In patients with durable LVAD support, infections are an adverse event frequently contributing to significant morbidity and mortality. According to the International Society for Heart and Lung Transplantation, infections in these patients can be classified as:

• Non-LVAD-related infections: Infections not promoted by the presence of the device and unlikely to be associated with it, such as respiratory and urinary tract infections.
• LVAD-related infections: Infections that can also occur in patients without an LVAD; however, unique considerations arise due to the LVAD system, including endocarditis, mediastinitis, and bacteremia.
• LVAD-specific infections: Infections unique to LVAD carriers, linked to the device’s physical components and unlikely to occur in non-LVAD patients, such as driveline infections and infections involving any of the device’s components or the implantation space.

The study’s objective was to investigate the possible association between infections and thromboembolic events, particularly cerebrovascular accidents (CVAs), in long-term LVAD-supported patients.

The data analyzed were obtained from the European Registry for Patients Assisted with Mechanical Circulatory Support (EUROMACS). A Kaplan-Meier survival analysis was conducted to assess the risk of CVA in patients who developed infectious processes while supported by an LVAD, alongside a multivariable Cox regression model.
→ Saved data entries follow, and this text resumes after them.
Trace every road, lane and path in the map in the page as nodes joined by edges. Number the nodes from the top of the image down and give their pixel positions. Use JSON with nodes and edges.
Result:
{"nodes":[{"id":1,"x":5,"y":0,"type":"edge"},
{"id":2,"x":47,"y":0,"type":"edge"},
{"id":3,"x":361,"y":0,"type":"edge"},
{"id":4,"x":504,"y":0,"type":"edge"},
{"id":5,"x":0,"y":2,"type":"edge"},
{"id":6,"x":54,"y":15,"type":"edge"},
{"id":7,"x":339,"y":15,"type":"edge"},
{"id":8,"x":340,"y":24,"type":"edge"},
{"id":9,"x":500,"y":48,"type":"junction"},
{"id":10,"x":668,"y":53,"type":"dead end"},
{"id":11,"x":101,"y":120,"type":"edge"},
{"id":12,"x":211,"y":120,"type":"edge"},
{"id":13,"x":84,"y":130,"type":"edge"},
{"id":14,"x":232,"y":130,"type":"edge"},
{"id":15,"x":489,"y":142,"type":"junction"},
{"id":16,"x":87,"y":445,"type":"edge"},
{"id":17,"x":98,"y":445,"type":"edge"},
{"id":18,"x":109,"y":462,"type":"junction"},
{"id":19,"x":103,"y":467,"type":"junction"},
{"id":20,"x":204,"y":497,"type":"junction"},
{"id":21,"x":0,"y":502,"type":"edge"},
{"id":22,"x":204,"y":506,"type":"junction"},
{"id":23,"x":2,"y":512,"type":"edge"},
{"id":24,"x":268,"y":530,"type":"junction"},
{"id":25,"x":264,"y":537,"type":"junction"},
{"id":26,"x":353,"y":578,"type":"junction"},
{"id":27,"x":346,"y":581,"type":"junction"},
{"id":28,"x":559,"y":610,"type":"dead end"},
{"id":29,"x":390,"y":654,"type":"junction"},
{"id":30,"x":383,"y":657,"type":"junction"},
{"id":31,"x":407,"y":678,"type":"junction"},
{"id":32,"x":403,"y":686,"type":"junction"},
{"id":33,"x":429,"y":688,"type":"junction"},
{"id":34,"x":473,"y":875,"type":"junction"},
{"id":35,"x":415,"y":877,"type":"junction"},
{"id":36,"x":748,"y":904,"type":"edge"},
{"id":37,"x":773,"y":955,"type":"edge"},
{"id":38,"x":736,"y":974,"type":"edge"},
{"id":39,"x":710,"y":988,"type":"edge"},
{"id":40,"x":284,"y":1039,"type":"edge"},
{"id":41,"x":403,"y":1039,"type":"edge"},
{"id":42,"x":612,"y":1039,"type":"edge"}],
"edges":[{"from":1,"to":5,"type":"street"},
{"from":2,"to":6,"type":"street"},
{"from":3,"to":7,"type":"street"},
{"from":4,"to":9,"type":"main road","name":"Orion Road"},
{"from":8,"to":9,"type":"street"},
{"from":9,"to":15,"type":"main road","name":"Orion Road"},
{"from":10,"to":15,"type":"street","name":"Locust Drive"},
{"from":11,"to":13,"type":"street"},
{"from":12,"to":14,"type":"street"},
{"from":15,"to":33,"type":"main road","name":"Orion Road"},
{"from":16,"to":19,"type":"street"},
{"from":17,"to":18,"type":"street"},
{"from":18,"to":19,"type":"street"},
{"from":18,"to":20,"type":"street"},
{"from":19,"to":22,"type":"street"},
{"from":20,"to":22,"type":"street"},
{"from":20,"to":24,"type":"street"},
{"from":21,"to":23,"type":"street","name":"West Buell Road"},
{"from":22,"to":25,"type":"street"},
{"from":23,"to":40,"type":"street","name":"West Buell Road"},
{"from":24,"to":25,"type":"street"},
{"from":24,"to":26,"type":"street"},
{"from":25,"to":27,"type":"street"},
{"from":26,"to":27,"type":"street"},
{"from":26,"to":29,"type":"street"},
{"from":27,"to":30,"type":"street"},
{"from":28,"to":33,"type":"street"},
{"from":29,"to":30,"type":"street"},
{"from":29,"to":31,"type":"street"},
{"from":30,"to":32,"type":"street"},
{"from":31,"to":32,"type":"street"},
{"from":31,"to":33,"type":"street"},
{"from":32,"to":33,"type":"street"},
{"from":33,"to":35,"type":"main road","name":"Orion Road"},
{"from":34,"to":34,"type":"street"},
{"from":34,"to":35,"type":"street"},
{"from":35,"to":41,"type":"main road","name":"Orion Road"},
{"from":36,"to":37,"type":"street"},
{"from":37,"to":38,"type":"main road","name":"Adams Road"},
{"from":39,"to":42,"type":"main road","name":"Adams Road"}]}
A total of 3282 patients were included, of whom 1262 (38%) experienced some form of infection, and 457 (14%) suffered a CVA episode. Cox regression analysis revealed that a history of infection nearly doubled the risk of CVA (HR 1.9; 95% CI: 1.5–2.3; p < 0.001). When infections were categorized as previously mentioned, only LVAD-related and LVAD-specific infections reached statistical significance, increasing the risk of CVA by 50% (HR 1.5; 95% CI: 1.1–2.0; p = 0.002) and almost doubling it (HR 1.9; 95% CI: 1.4–2.8; p < 0.001), respectively.

COMMENTARY:

This study indicates that infections in LVAD patients constitute a significant risk factor for the development of both ischemic and hemorrhagic CVAs, either synchronously or metachronously. Several insights emerge from this research:

1. The clinical temporal association between infections leading to CVAs is often unclear in the literature. Kaplan-Meier follow-up analysis suggests that some embolic episodes likely arise from a hypercoagulable state during active infection, while others may occur later due to biofilms and microthrombi formation on the system, following previous bacteremia episodes.
2. Continuous-flow LVADs also contribute to endothelial dysfunction, which can exacerbate existing acquired von Willebrand disease and thus increase hemorrhagic events. The septic nature of some emboli and the hemorrhagic tendency in the context of anticoagulation predispose to hemorrhagic transformation of initially asymptomatic microemboli, leading to secondary hemorrhagic CVA.
3. Although infection and CVA association may be primarily linked to previous bacteremia episodes, intriguingly, the analysis suggests an equal or greater influence of LVAD-specific infections compared to LVAD-related infections regarding CVA risk. This may be due to a higher-than-expected rate of subclinical bacteremia episodes.

Therefore, prompt and aggressive treatment of infections in LVAD patients is essential, coupled with proactive anticoagulation management. Radical infection treatment remains challenging, and to date, there are no evidence-based antimicrobial guidelines for these patients. Further studies are needed to develop a standardized diagnostic and therapeutic approach, targeting both infection treatment and CVA risk reduction, as these events are more interconnected than initially presumed.

REFERENCE:

Zijderhand CF, Antonides CFJ, Veen KM, Verkaik NJ, Schoenrath F, Gummert J, et al. Left ventricular assist device-related infections and the risk of cerebrovascular accidents: a EUROMACS study. Eur J Cardiothorac Surg. 2022 Oct 4;62(5). doi: 10.1093/ejcts/ezac421.